By the way, as far as Denninger’s prediction for 2009 on the scoreboard so far, Gold closed on 12-31-2008 at 884.30/ounce and now is at 929.50 (a 5% gain – pretty good 6 month return for a safe haven, eh Karl?). The US Dollar Index closed at 81.21 on 12-31-2008 and is now at 80.26 (a small loss negated by a 1-2% yield over the past 6 months). So, Gold has been a more profitable safe haven than the US Dollar in the middle of a deflationary storm.

Gold is money. I don’t agree with the hyperinflationist crowd for this cycle (we just finished a hyperinflation in asset prices!), but it is na├»ve and shows an ignorance of history to assume that nothing could cause a one-off event to devalue the US Dollar literally overnight by 20-70%. This would wipe out the entire “safety” concept of the US Dollar and make that 3% yield seem a little foolish to chase, no?

Now, I understand that some people are traders and I understand that you can’t eat Gold. I am not calling for the end of the world, I am not calling for the US Dollar to become completely worthless, I like shorting the markets when it is profitable to do so and I am a believer in deflation. But if cash is king during deflation, then Gold is the emperor and king of kings.

It’s time for deflationists to stop their antagonism towards Gold and recognize Gold for what it is - money, not a commodity. I understand the aggravation deflationists experience when trying to argue with hyperinflationist Gold bugs, but that doesn’t mean such deflationist commentators should steer people towards the wrong investment. In a global fiat system with no apparent anchor, it is foolish to assume that those seeking safety around the world will as a rule prefer the US Dollar to Gold given global sentiment towards the US. It’s Gold-dispensing ATMs that are now popping up in Europe, not US Dollar-dispensing ATMs.

The US Dollar can rise and Gold can rise – these concepts are not incompatible to those who understand that Gold is an independent international currency with no debt or other political promises attached to it. There is a limited amount of physical Gold in the world versus a seemingly endless barrage of fiat promises despite their relative decrease due to deflation/credit contraction. As a believer in Exter's liquidity pyramid concept during deflation, I believe even a small further global move into physical Gold will cause its price to remain firm and likely rise further during this deflationary depression.

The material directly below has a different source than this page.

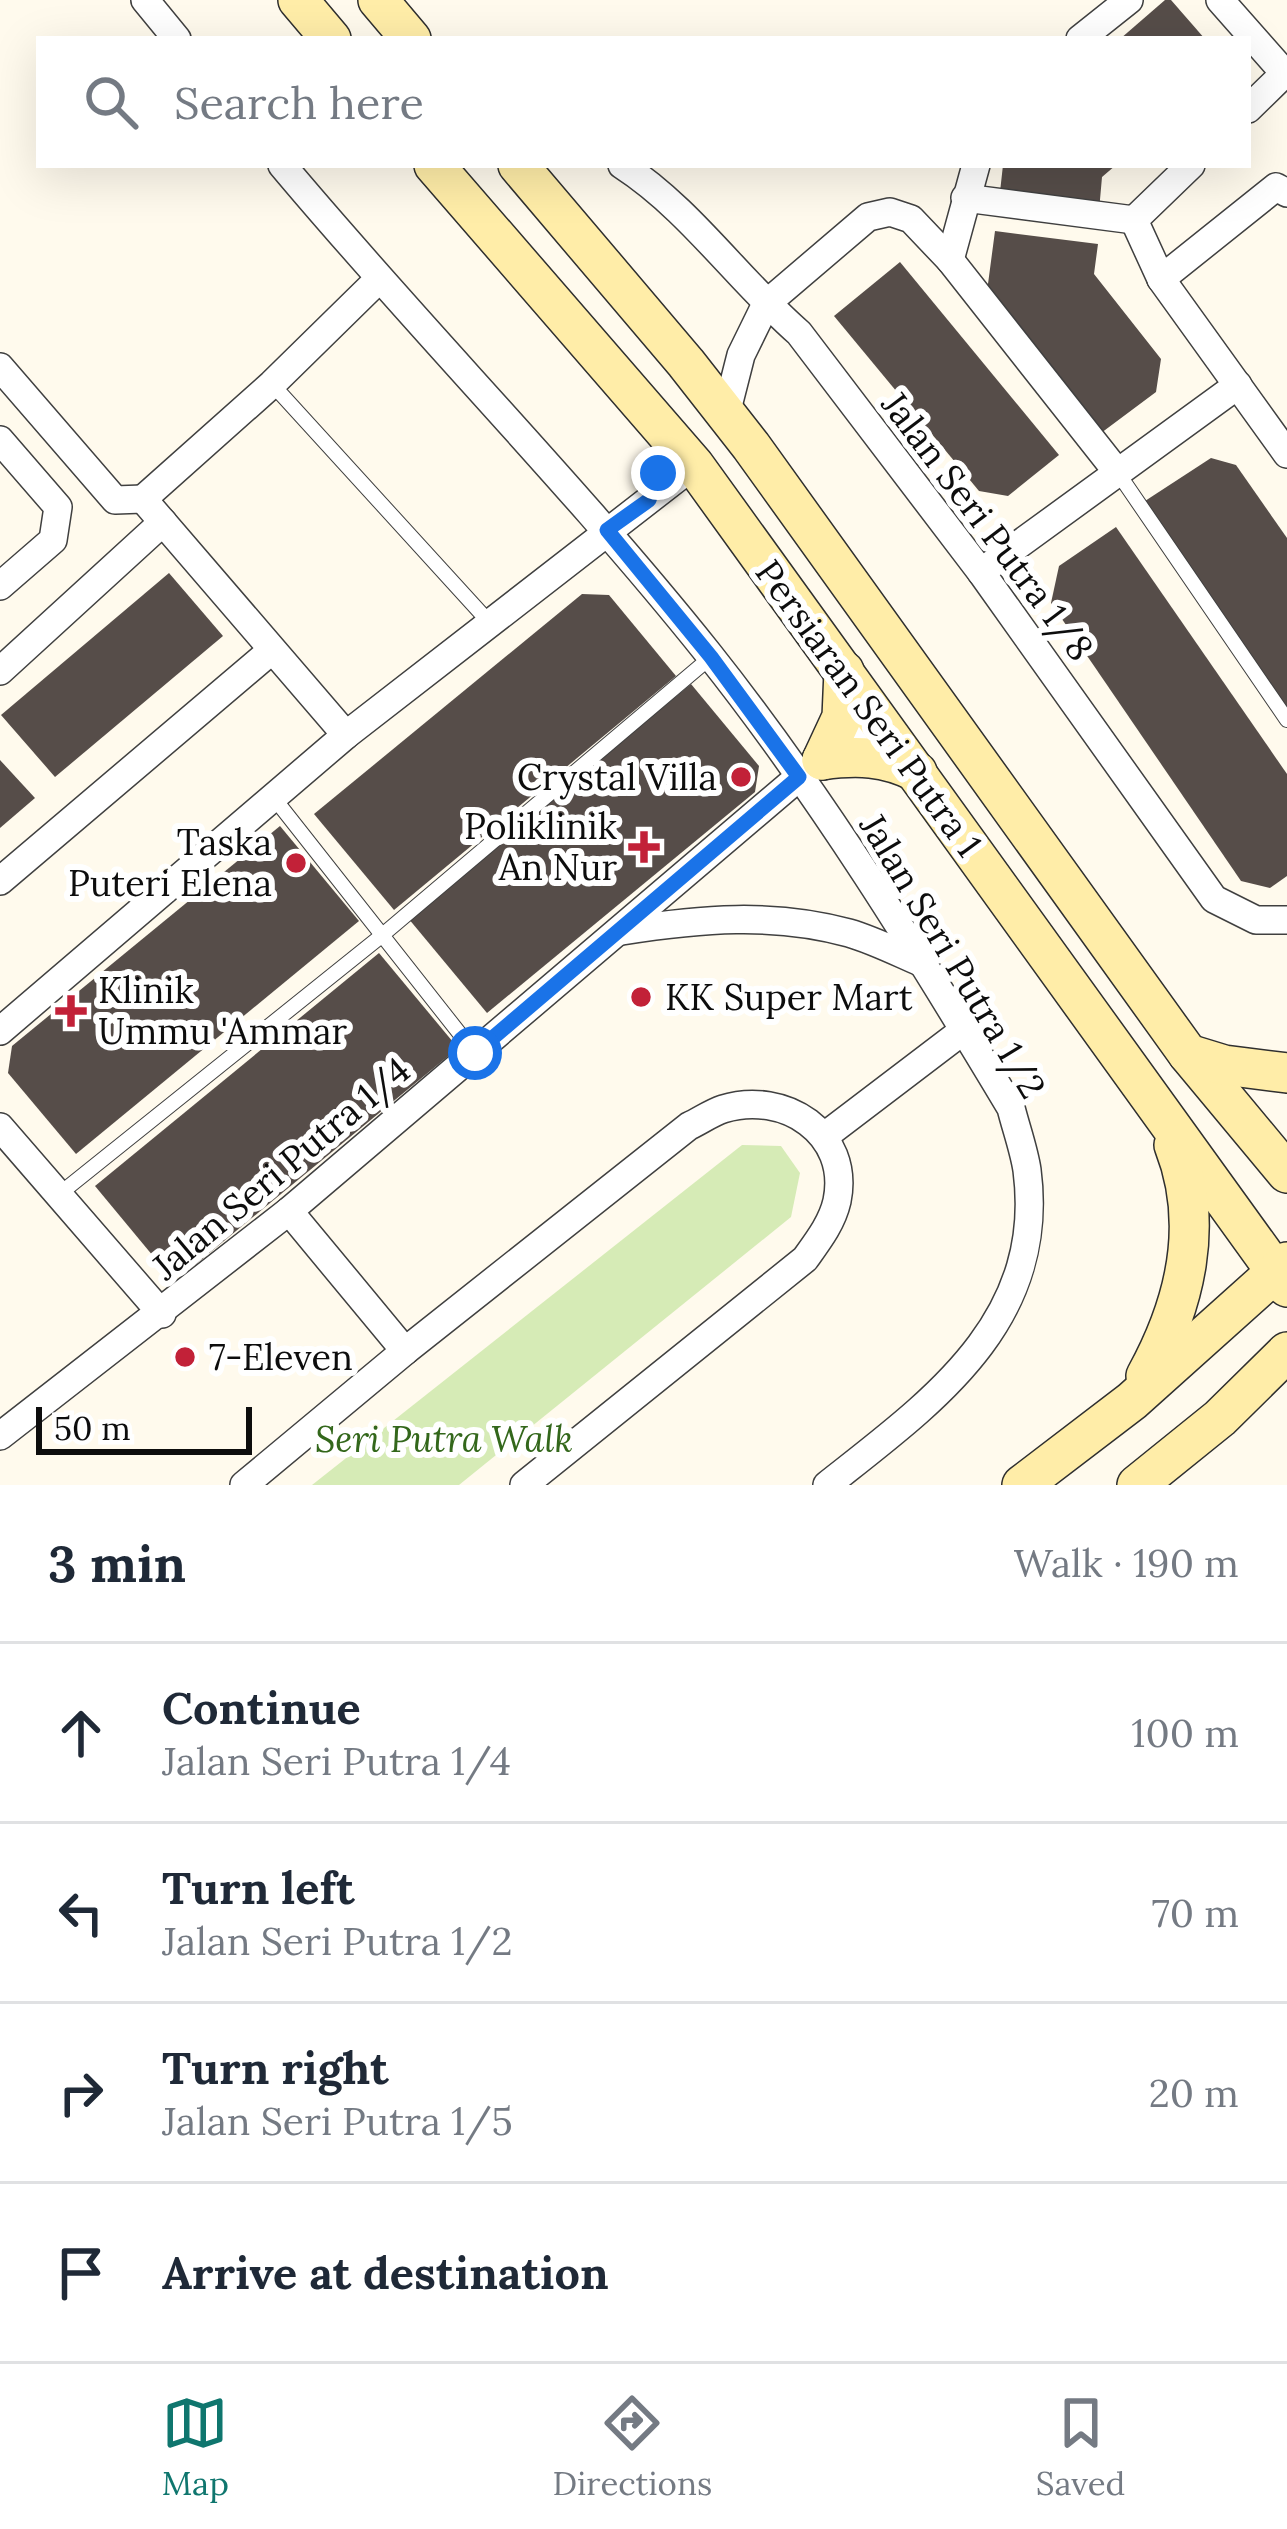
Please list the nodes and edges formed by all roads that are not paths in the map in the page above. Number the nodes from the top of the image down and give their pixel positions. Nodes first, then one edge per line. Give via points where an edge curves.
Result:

Prechter has been calling for people to be in T-Bills and bank CDs since the 2000 stock market top. That protected people from wicked stock market declines. But before we praise him for all his amazing calls (and some of them were), let’s look at a strategy of holding Gold instead of his call to hold cash, using the closing price on 12/31/1999 and the current price levels of Gold and the US Dollar Index:

Now, I have ignored yield and returns on the US Dollar, but I didn’t want to be presumptuous and pick a yield that would be considered unfair. I would rather hear from one of the Gold-hating deflationists to put in the correct yield on cash and tell me what the appropriate return on cash is since the start of 2000. No matter how you slice it, it falls way short of Gold.

The risk of a US Dollar currency “event” is not even close to negligible over the next few years and the added insurance Gold provides as a hedge against such an event is of high value. For a deflationist to say that a geopolitical event couldn’t knock the US Dollar down a notch and wipe out the paltry yield on cash over the past 2 to 10 years is unreasonable in my opinion now that we are the world's great debtor nation. I am happy to give up the current safety of a 2% (or lower) yield on short-term US government debt for the safety of Gold during deflation.

Apparatchiks can decree that Gold is not money but they cannot prevent people from swimming for the lifeboat that has worked for thousands of years. Gold can thrive in a deflationary collapse and has already shown it can outperform the US Dollar in this deleveraging cycle. And if you think China, Brazil, Russia, Germany and India would rather be paid in US Dollars than Gold for their goods and services right now, I think you’re the one who needs to wear the tinfoil hat.